We say that two entities are entangled if they originated from the same event. Because all waves propagate at the same speed, there can be no change in the phase difference between entangled entities. Spatial differences cannot emerge to create any phase difference unless there is external input to break any symmetry that exists.
In our mechanism, there is an abundance of entanglement: it is an intrinsic aspect of every fermion event, because at least four waves are emitted from every fermion event, all entangled.
Where the waves have exactly the same phase — which also happens in every fermion event — those waves are excluded from forming fermions, as shown by the dashed waves emerging from fermion A in fig.2.
The collapse of either boson, e.g. the collapse of boson AB at fermion event B, will break this entanglement and any associated symmetries.

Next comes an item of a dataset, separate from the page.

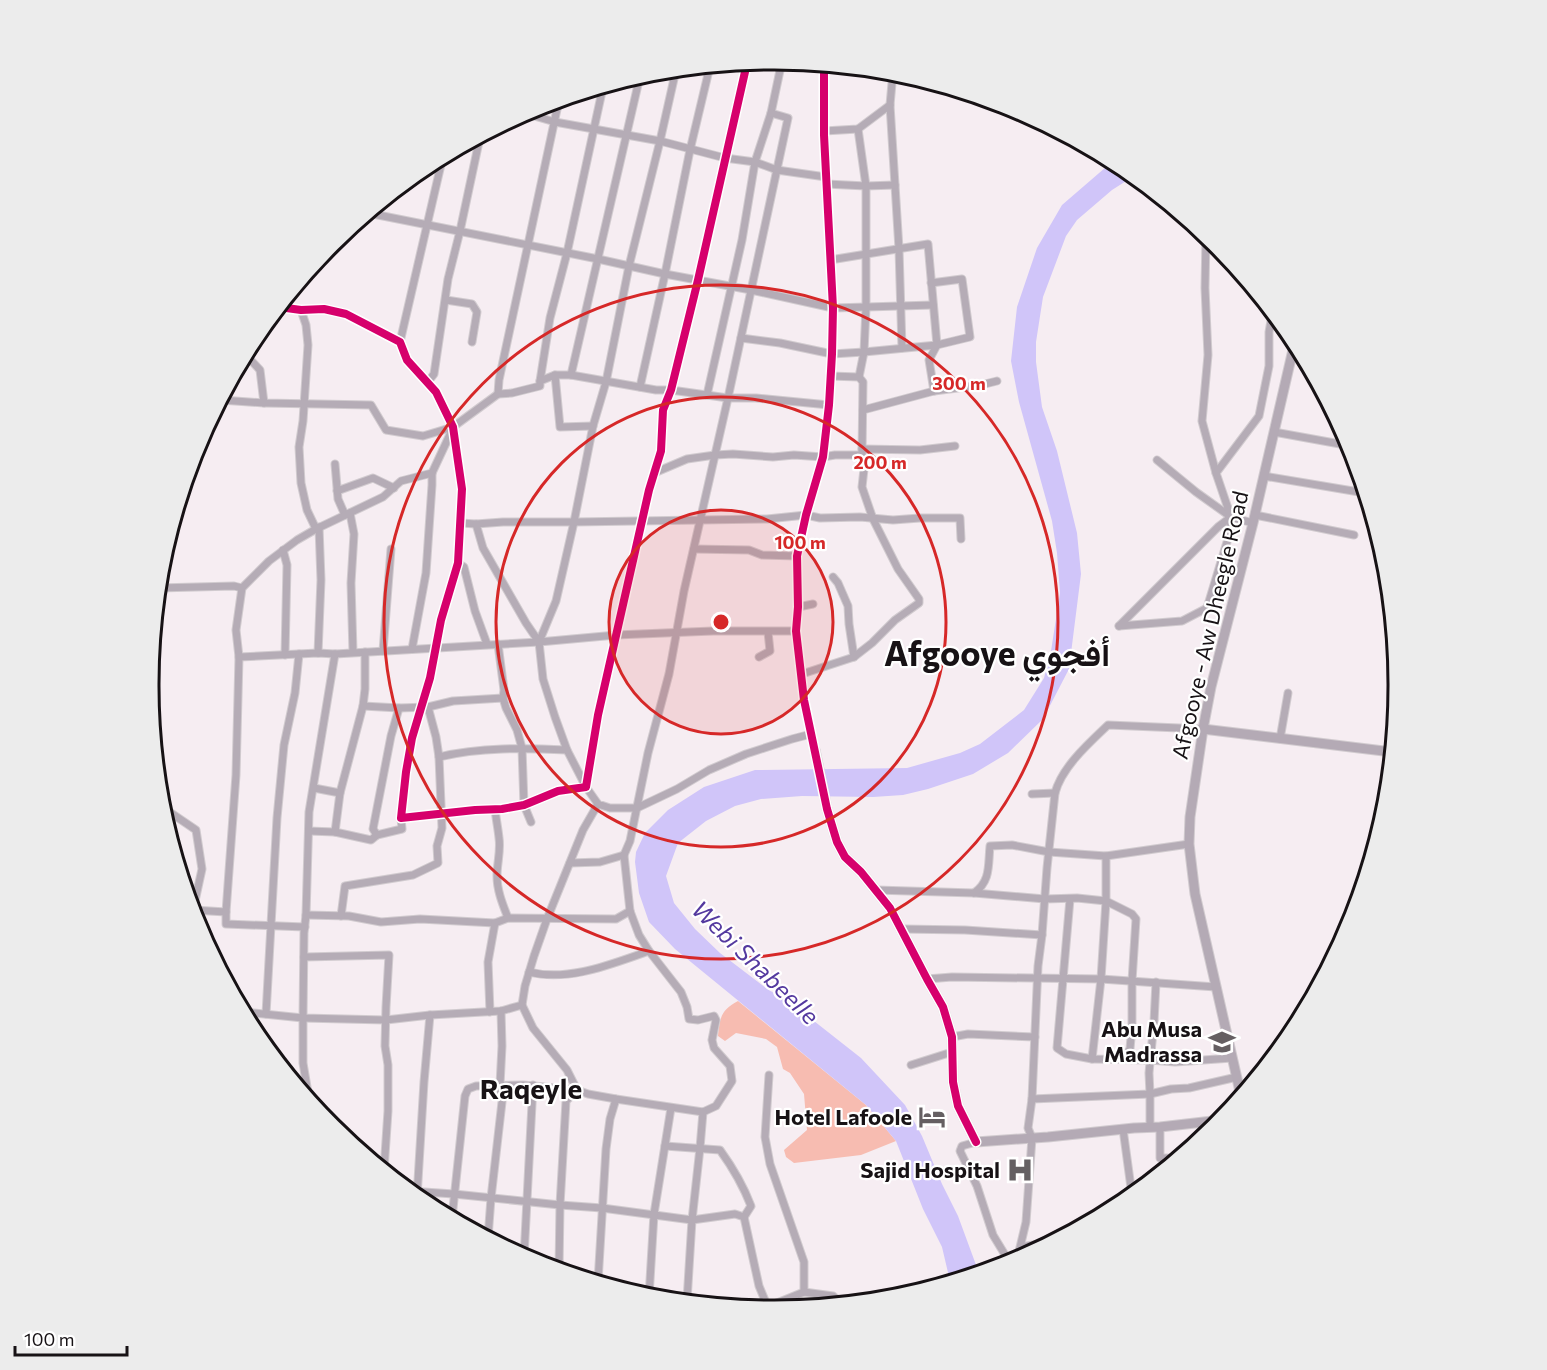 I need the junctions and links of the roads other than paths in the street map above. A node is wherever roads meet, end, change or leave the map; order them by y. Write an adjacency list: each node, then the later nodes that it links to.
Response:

We propose this as the underlying mechanism for electro-weak symmetry-breaking.
The amplitude of boson AC doubles after B collapses, because both its waves are no longer excluded (fig.2: solid line), and are therefore free to collapse at a future event, e.g. fermion C. The addition of the other wave phase to the active wavefunction will enable a modulating phase operator of the opposite sign of its partner, enabling a 'phase window' in the opposite direction, equal in magnitude to the partner. This boson then becomes a superposition of two uncollapsed and available states, decided at event C.

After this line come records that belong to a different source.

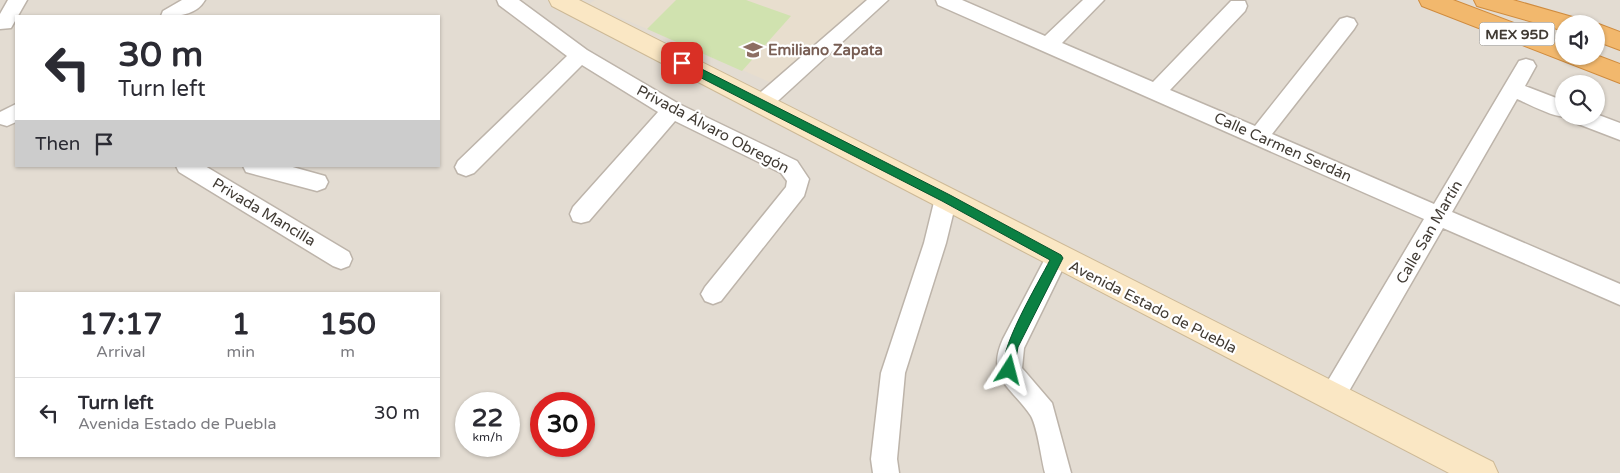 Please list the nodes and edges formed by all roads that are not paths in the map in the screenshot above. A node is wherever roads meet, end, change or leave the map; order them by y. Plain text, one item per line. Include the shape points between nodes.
1 (18, 0) edge
2 (196, 0) edge
3 (506, 0) edge
4 (560, 0) edge
5 (879, 0) edge
6 (945, 0) edge
7 (1095, 0) edge
8 (1430, 0) edge
9 (1478, 5) edge
10 (1238, 6) dead end
11 (172, 15) edge
12 (1555, 21) edge
13 (4, 23) dead end
14 (1347, 24) dead end
15 (1555, 29) edge
16 (1605, 35) edge
17 (1620, 41) edge
18 (1049, 44) junction
19 (1555, 47) edge
20 (1605, 48) edge
21 (1620, 54) edge
22 (580, 55) junction
23 (1598, 65) edge
24 (1526, 66) dead end
25 (1620, 74) edge
26 (1512, 89) junction
27 (1157, 91) junction
28 (761, 104) junction
29 (1555, 106) edge
30 (672, 110) junction
31 (1602, 125) edge
32 (1620, 132) edge
33 (1259, 136) junction
34 (189, 167) edge
35 (258, 167) edge
36 (466, 167) dead end
37 (317, 182) dead end
38 (946, 198) junction
39 (581, 214) dead end
40 (1439, 216) junction
41 (1057, 258) junction
42 (341, 259) dead end
43 (713, 294) dead end
44 (1620, 294) edge
45 (1332, 397) junction
46 (886, 473) edge
47 (1058, 473) edge
48 (1482, 473) edge

1 - 13 street
2 - 11 street
3 - 22 street, Privada Álvaro Obregón
4 - 28 street, Avenida Estado de Puebla
5 - 28 street
6 - 18 street, Calle Carmen Serdán
7 - 18 street
8 - 9 highway, MEX 95D
9 - 12 highway
9 - 15 highway, MEX 95D
9 - 19 highway, MEX 95D
10 - 27 street
14 - 33 street
16 - 17 highway
18 - 27 street, Calle Carmen Serdán
20 - 21 highway
22 - 30 street, Privada Álvaro Obregón
22 - 36 street
23 - 25 highway
24 - 26 street, Calle San Martín
26 - 29 street
26 - 40 street, Calle San Martín
27 - 33 street, Calle Carmen Serdán
28 - 38 street, Avenida Estado de Puebla
30 - 39 street
30 - 43 street, Privada Álvaro Obregón via 789,167 798,179 796,190
31 - 32 street
33 - 40 street, Calle Carmen Serdán
34 - 42 street, Privada Mancilla
35 - 37 street
38 - 41 street, Avenida Estado de Puebla
38 - 46 street via 935,243 893,373 884,459
40 - 44 street, Calle Carmen Serdán
40 - 45 street, Calle San Martín
41 - 45 street, Avenida Estado de Puebla
41 - 47 street via 1012,347 1009,370 1043,412
45 - 48 street, Avenida Estado de Puebla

This entanglement can be expressed in larger-scale structures. For example, all the quarks are entangled with their siblings in a hadron: there is a persistent entanglement, even though it is constantly being broken, it is being re-encoded in further entanglements. The direction of a boson's angular momentum consistently correlates (or anti-correlates) with that of the other boson that left the fermion event. Indeed any two fermions that interact via bosons are each also involved in their own entanglement with another external entity.
It follows that all particles in the universe are entangled, but by varying degrees of separation and coherence (an indirect sequence of latent connections). This forms the basis of causality, which may be interpreted as a limited view on a predeterministic network, i.e. all events are fixed (in space, time), implying that all events predetermined, and our view of uncertain possible futures is merely the result of a lack of information about all states within the system.